Job Loss? No Big Deal Because We Have Theoretical Data

March 10, 2026

green-dino_thumb_thumb[3]Another dinobaby post. No AI unless it is an image. This dinobaby is not Grandma Moses, just Grandpa Arnold.

I have been thinking about two “white papers” for a couple of days. Both of them are interesting for several reasons. First, each is based on assumptions that appear to be disconnected from what I call real life. Second, each is full of data, and I am not usually skeptical of free outputs available on the public Internet, I am curious about the “facts” underpinning each write up. And, third, the authors of the write up seem to have been unduly influenced by science fiction, Austrian economists, and the modern equivalent of a study group talking about the insights of Timothy Leary (may be rest in peace).

The first write up focused on Anthropic. That is the AI outfit who does not understand the “We pay. You obey” mentality of some governmental entities. This firm (allegedly trying to figure out how to navigate the real world) published “Economic Research. Labor Market Impacts of AI: A New Measure and Early Evidence.”

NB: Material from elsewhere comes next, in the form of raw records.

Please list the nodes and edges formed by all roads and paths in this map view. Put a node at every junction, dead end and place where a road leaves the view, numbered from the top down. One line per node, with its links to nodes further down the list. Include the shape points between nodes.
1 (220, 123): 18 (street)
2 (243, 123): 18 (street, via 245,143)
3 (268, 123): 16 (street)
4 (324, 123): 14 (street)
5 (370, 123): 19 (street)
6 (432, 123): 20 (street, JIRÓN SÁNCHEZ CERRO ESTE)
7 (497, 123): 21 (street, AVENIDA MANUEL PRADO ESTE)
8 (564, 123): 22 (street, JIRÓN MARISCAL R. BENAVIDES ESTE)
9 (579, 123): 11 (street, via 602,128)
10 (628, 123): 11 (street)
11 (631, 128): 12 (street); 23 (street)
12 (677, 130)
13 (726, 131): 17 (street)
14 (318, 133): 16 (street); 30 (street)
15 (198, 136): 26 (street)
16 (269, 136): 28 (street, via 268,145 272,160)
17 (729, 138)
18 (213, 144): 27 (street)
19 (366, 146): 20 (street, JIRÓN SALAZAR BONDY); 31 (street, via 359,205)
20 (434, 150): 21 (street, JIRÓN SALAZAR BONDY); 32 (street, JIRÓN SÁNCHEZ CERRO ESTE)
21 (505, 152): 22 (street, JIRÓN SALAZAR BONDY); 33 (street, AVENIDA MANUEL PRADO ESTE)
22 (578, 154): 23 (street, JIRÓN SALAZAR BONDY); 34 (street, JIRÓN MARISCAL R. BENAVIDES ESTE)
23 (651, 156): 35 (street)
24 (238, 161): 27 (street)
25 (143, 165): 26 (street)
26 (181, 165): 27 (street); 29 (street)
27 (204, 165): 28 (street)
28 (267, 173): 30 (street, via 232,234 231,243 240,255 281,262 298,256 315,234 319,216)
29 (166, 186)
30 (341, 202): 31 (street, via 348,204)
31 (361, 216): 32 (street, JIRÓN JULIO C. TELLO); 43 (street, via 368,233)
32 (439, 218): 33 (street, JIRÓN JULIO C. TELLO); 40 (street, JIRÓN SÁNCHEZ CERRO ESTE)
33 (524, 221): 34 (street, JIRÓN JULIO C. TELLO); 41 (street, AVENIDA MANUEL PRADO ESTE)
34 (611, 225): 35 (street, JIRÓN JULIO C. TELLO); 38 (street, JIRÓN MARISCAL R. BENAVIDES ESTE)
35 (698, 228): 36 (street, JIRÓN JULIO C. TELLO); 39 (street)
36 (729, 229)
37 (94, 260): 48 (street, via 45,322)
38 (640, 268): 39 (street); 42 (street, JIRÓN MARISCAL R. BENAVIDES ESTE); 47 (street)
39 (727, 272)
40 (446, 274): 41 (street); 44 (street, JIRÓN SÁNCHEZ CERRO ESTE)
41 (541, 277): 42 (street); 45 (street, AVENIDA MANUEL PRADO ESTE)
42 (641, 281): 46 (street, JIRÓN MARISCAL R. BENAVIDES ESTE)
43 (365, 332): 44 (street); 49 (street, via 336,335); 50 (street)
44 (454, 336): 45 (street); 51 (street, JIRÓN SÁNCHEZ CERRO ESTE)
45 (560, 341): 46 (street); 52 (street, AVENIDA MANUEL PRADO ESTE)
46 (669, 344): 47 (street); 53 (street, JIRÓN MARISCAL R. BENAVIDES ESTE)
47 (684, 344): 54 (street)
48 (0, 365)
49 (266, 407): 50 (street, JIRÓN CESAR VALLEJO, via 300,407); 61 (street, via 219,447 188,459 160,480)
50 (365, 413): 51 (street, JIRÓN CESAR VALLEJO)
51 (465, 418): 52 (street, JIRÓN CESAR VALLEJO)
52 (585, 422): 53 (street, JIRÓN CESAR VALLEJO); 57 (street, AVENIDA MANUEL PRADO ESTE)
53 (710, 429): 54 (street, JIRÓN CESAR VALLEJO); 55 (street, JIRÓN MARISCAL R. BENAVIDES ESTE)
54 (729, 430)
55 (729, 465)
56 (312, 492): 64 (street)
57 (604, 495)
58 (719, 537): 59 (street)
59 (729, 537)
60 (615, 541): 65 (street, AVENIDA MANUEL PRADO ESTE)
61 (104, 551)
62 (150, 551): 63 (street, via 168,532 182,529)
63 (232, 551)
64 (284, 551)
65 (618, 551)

The main point of the write up is to make clear that AI does not cause people to lose jobs. The write up uses fancy words and fancy graphs to demonstrate that AI causes minimal employment disruption. If you like radar charts, here’s a nifty one. Tip: Where the points reach out, more workers can make use of AI:

image

The chart is from Anthropic’s research team.

This means, in my opinion, if one is a fry cook or Dressing Room Attendant AI might not be where the unemployment action is. Other occupations like cartoonist or lawyer, AI is likely to be useful. But so far not too many lawyers have been terminated. Some financial services firms are not too interested in Anthropic’s theoretics. Morgan Stanley RIFed a non-theoretical 2,500 people or three percent of its workforce. Maybe AI or cost cutting? I don’t know. Let’s assume that it is just good management and no AI. I wonder about the tales of woe I see on Reddit.com and LinkedIn.com from people who seem to be able to write clearly. These individuals cannot generate revenue from a “job” at a company or from T shirt sales.

After this exercise in 2026 economic research, the Anthropic wizards conclude that AI does not — at least yet — eliminate jobs. Believe it or not. Anyone who took Economics 101 at a one-horse college knows, economics is just a rock solid, really accurate social science. Translation: I have to read this craziness and feed it back to a person who seems to be distracted 24×7?

Anthropic is definitely trying to be smart is making clear, “Hey, we are here to help you, not take your job.” Some may believe this. I don’t. Why am I skeptical? This chart is a tip off to my thought  process:

image

When was the last time that statistically valid data spit out mirror image charts? I know. When the data are shaped. But that’s just my dinobaby skepticism applied to a commercial enterprise that does not understand the concept of making the customer happy and the implications of telling a customer “We pay. You obey.” Guess what. You lose your job. No AI required.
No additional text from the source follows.